#### [Exercise objective]
Please give back all the records exactly, but keep the pictures out.

#### [Data listing]

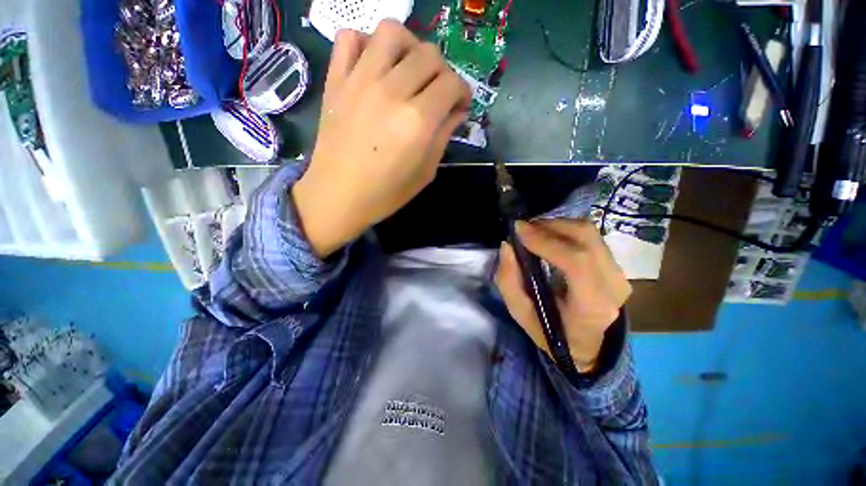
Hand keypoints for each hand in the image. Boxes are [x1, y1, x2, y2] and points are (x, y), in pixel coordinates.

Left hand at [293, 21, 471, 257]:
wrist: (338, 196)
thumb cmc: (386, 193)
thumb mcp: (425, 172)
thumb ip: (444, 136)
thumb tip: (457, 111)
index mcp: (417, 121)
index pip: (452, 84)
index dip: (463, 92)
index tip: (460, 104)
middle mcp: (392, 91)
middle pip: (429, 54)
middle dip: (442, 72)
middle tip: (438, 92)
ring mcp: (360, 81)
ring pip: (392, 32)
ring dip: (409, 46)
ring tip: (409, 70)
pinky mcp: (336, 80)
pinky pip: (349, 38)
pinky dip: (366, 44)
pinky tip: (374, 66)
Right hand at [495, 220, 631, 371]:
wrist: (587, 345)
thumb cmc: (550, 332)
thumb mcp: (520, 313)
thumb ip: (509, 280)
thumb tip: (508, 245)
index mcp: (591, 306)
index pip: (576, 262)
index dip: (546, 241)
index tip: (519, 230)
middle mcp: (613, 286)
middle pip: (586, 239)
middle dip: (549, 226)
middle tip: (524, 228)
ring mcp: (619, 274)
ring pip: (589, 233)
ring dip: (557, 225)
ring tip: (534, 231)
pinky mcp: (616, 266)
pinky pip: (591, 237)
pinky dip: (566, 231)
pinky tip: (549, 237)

#### [Answer for this exercise]
Hand keypoints for each hand in the image. Boxes are [x1, y1, x2, y2] and points are (x, y), in pixel coordinates.

Left hand at [293, 21, 471, 257]:
wrist: (338, 196)
thumb cmc: (386, 193)
thumb mcp: (425, 172)
thumb ip: (444, 136)
thumb tip: (457, 111)
index mcp: (417, 121)
index pip: (452, 84)
index dip: (463, 92)
index tip: (460, 104)
middle mcp: (392, 91)
middle pip: (429, 54)
middle dip: (442, 72)
middle tip: (438, 92)
ring mcp: (360, 81)
ring pip: (392, 32)
ring dip: (409, 46)
ring tip: (409, 70)
pinky mcp: (336, 80)
pinky pip: (349, 38)
pinky dip: (366, 44)
pinky tip: (374, 66)
Right hand at [495, 220, 631, 371]:
wrist: (587, 345)
thumb cmc: (550, 332)
thumb mcp: (520, 313)
thumb ip: (509, 280)
thumb tip: (508, 245)
index mcp: (591, 306)
index pip: (576, 262)
index dip: (546, 241)
index tip: (519, 230)
middle mcp: (613, 286)
middle pip: (586, 239)
middle dip: (549, 226)
middle tip: (524, 228)
ring mcp: (619, 274)
ring pip: (589, 233)
ring dip: (557, 225)
ring tip: (534, 231)
pinky mcp: (616, 266)
pinky pip: (591, 237)
pinky dip: (566, 231)
pinky tip: (549, 237)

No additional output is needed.